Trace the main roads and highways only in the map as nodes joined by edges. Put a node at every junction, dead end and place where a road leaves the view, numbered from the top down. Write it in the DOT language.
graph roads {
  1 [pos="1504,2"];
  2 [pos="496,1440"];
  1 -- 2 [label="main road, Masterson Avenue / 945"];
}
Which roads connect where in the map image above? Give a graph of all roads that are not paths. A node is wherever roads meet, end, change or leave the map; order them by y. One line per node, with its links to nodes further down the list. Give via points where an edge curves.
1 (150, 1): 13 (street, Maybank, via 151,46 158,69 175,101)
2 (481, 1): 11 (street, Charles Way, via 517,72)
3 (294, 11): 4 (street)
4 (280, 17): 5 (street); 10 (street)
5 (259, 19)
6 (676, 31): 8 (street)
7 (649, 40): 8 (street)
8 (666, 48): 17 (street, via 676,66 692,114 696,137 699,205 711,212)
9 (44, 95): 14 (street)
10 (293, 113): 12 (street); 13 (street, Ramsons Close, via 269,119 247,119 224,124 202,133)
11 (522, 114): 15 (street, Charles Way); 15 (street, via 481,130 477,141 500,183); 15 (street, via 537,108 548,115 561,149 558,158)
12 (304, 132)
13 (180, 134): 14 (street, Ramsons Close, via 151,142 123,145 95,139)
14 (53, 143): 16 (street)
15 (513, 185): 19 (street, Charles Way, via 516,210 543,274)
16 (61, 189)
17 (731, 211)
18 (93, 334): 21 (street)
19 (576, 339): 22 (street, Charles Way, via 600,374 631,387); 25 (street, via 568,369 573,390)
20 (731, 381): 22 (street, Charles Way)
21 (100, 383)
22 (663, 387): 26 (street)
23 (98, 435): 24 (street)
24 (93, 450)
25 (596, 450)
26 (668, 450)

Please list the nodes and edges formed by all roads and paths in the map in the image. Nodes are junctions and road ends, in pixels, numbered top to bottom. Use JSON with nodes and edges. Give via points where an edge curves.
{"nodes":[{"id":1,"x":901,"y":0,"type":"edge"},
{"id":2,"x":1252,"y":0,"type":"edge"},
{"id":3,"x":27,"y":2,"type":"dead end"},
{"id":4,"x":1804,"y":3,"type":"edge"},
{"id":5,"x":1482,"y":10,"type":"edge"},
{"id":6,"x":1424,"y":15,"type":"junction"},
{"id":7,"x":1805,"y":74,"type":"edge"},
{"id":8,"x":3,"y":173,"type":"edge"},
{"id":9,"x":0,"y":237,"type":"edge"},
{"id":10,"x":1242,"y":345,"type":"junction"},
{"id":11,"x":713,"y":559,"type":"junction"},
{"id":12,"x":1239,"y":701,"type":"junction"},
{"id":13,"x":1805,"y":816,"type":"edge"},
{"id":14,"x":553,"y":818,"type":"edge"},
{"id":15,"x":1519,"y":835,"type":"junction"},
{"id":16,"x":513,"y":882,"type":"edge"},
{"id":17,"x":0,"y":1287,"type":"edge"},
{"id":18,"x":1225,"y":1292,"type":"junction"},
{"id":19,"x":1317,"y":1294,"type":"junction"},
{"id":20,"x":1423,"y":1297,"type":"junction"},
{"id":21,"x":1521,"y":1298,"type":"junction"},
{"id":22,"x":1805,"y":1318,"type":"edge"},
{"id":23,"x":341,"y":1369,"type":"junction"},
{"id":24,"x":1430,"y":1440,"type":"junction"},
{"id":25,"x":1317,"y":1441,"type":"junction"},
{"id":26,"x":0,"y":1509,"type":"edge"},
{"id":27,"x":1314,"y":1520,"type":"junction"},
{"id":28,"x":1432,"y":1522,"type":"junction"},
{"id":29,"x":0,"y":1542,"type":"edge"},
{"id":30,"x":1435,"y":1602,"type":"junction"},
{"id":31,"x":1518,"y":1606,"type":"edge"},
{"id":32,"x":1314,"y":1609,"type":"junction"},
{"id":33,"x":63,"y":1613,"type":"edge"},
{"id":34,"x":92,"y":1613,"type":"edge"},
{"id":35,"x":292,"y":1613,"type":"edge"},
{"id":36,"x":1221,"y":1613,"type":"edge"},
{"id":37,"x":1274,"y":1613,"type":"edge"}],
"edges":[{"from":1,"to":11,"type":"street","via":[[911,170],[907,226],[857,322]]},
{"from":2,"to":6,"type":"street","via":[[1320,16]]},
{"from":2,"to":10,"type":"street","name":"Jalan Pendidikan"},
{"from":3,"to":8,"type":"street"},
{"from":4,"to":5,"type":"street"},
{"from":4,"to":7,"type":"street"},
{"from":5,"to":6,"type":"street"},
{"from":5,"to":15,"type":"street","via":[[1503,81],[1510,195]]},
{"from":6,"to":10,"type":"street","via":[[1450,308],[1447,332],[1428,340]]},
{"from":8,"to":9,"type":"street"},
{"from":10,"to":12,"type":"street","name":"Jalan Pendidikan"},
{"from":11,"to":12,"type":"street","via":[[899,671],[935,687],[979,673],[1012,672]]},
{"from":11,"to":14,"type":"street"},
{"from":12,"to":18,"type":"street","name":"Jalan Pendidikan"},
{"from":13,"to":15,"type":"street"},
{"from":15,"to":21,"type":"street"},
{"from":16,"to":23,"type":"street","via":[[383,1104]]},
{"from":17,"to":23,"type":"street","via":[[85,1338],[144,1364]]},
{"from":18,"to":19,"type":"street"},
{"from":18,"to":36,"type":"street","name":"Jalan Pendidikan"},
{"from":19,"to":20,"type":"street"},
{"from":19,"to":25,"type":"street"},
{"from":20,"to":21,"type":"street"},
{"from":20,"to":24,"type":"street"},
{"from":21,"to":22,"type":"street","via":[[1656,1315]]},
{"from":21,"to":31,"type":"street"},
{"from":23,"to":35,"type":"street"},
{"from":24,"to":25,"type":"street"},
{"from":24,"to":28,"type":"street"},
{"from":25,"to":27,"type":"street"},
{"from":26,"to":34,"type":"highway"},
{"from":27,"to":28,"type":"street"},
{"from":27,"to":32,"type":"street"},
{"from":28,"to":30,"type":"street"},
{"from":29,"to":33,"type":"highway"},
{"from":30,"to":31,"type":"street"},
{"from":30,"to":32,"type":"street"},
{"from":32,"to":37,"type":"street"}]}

Problem description:
Wherever "dead" occurs in the records above, copy the line it sits in.

Answer box:
Trace the main roads and highways only in the map as nodes joined by edges. Put a node at every junction, dead end and place where a road leaves the view, numbered from the top down. Write it in the DOT language.
{"id":3,"x":27,"y":2,"type":"dead end"},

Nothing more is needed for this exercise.